In the first experiment, people were asked a series of trivia questions. They were then given a test in which they were shown different corporate brand names, some from search engines (eg, Google) and some from other familiar companies (eg, Nike), in different colors and asked to identify the color. In this kind of test, called a Stroop task, a greater delay in naming the color indicates a greater interest in, and cognitive focus on, the word itself. As the researchers explain: “People who have been disposed to think about a certain topic typically show slowed reaction times for naming the color of the word when the word itself is of interest and is more [cognitively] accessible, because the word captures attention and interferes with the fastest possible color naming.” The experiment revealed that after people are asked a question to which they don’t know the answer, they take significantly longer to identify the color of a search-related brand name than a non-search-related one. The upshot: “It seems that when we are faced with a gap in our knowledge, we are primed to turn to the computer to rectify the situation.” There was even a delay, though a lesser one, in identifying the color of an internet brand name when people had been asked questions that they did know the answer to, suggesting that “the computer may be primed when the concept of knowledge in general is activated.” In other words, we seem to have trained our brains to immediately think of using a computer when we’re called on to answer a question or otherwise provide some bit of knowledge.
In the second experiment, people read forty factual statements of the kind you’d tend to look up with a search engine (eg, “an ostrich’s eye is bigger than its brain”) and then typed the statements into a computer. Half the participants were told the computer would save what they typed, and half were told that what they typed would be erased. Afterwards, the participants were asked to write down as many of the statements as they could remember. The experiment revealed that people who believed the information would be stored in the computer had a weaker memory of the information than those who assumed that the information would not be available in the computer. The researchers conclude: “Participants apparently did not make the effort to remember when they thought they could later look up the trivia statements they had read. Since search engines are continually available to us, we may often be in a state of not feeling we need to encode the information internally. When we need it, we will look it up.”
The third experiment was a variation on the second, which again showed that people were less likely to remember a fact if they believed they would be able to find it on a computer and more likely to remember it if they believed it would not be available on a computer. The experiment further revealed that when people were asked whether a fact had been saved or erased, they displayed a better recall for the act of saving than erasing. “Thus,” the researchers explain, “it appears that believing that one won’t have access to the information in the future enhances memory for the information itself, whereas believing the information was saved externally enhances memory for the fact that the information could be accessed, at least in general.”
In the fourth experiment, people again read a series of factual statements and typed them into a computer. They were told that the statements would be stored in a specific folder with a generic name (eg, “facts” or “data”). They were then given ten minutes to write down as many statements as they could remember.
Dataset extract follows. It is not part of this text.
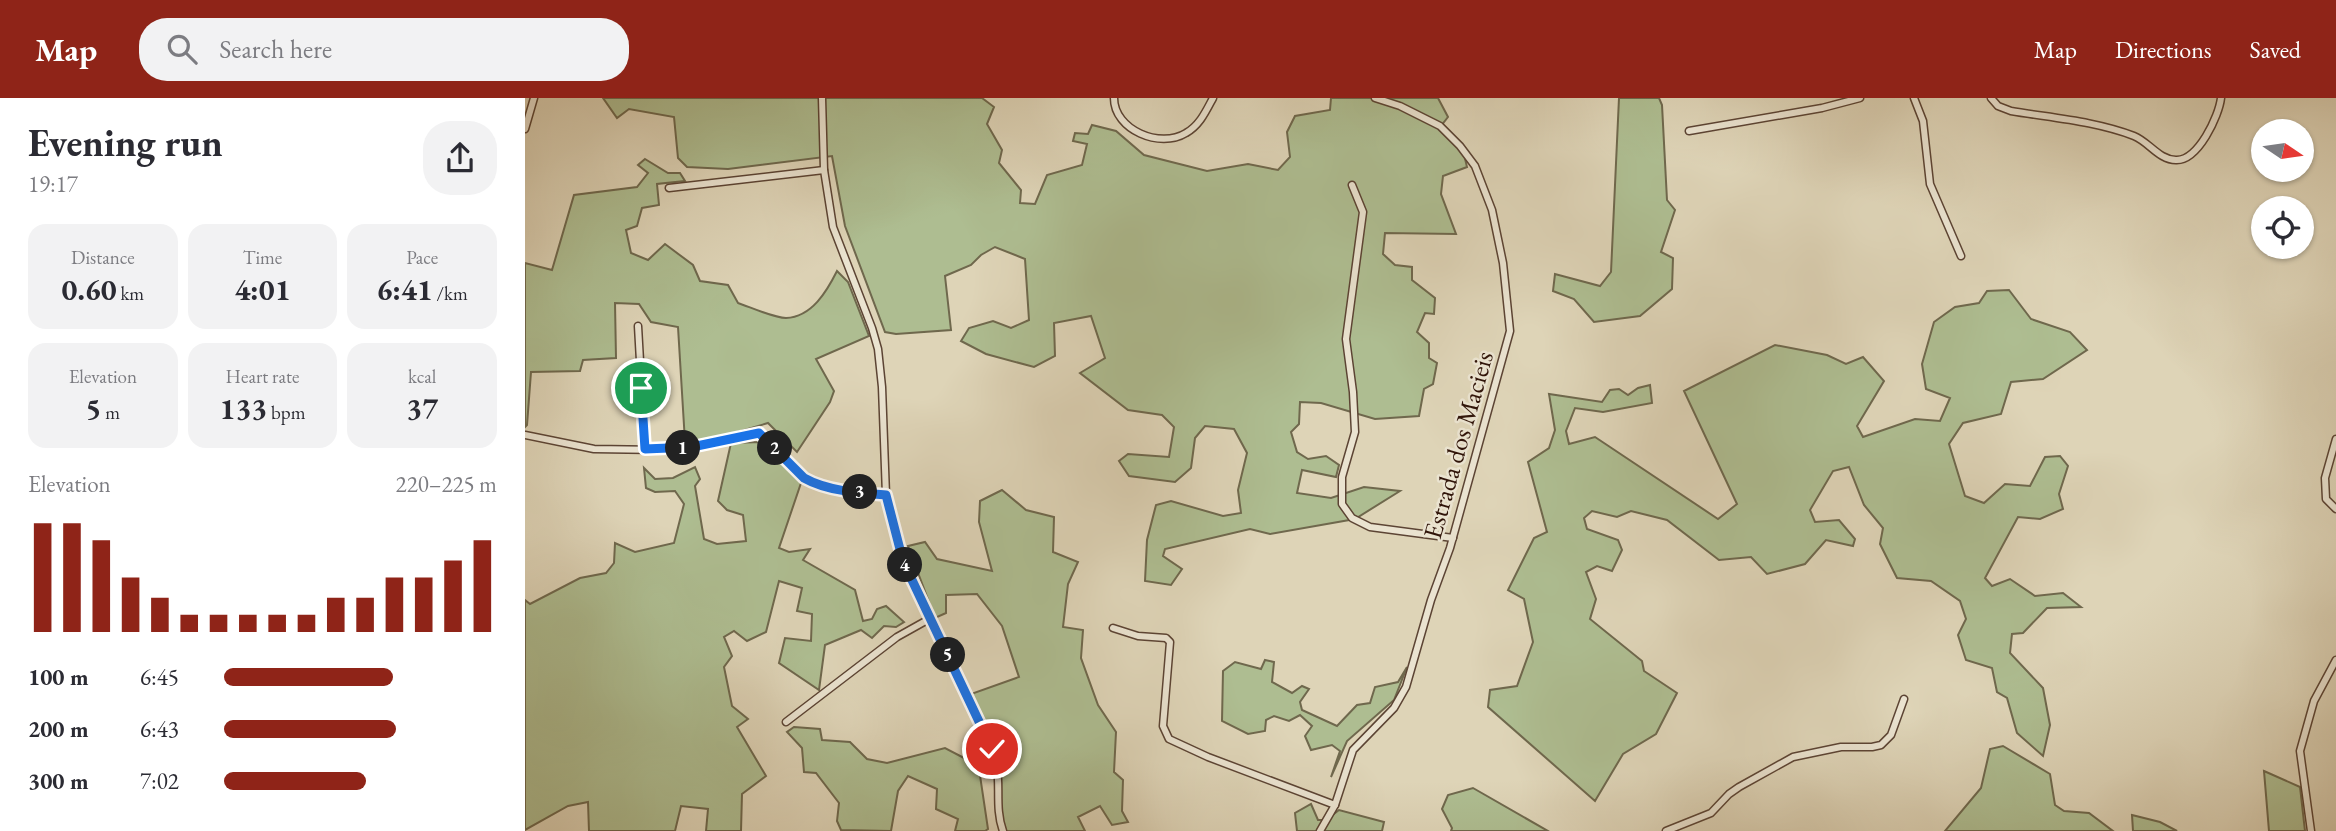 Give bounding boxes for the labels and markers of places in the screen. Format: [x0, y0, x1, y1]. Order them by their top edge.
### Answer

Finally, they were asked to name the folder in which a particular statement was stored (eg, “What folder was the statement about the ostrich saved in?”). It was discovered that people were better able to remember the folder names than the facts themselves. “These results seem remarkable on the surface, given the memorable nature of the statements and the unmemorable nature of the folder names,” the researchers write. The experiment provides “preliminary evidence that when people expect information to remain continuously available (such as we expect with Internet access), we are more likely to remember where to find it than we are to remember the details of the item.”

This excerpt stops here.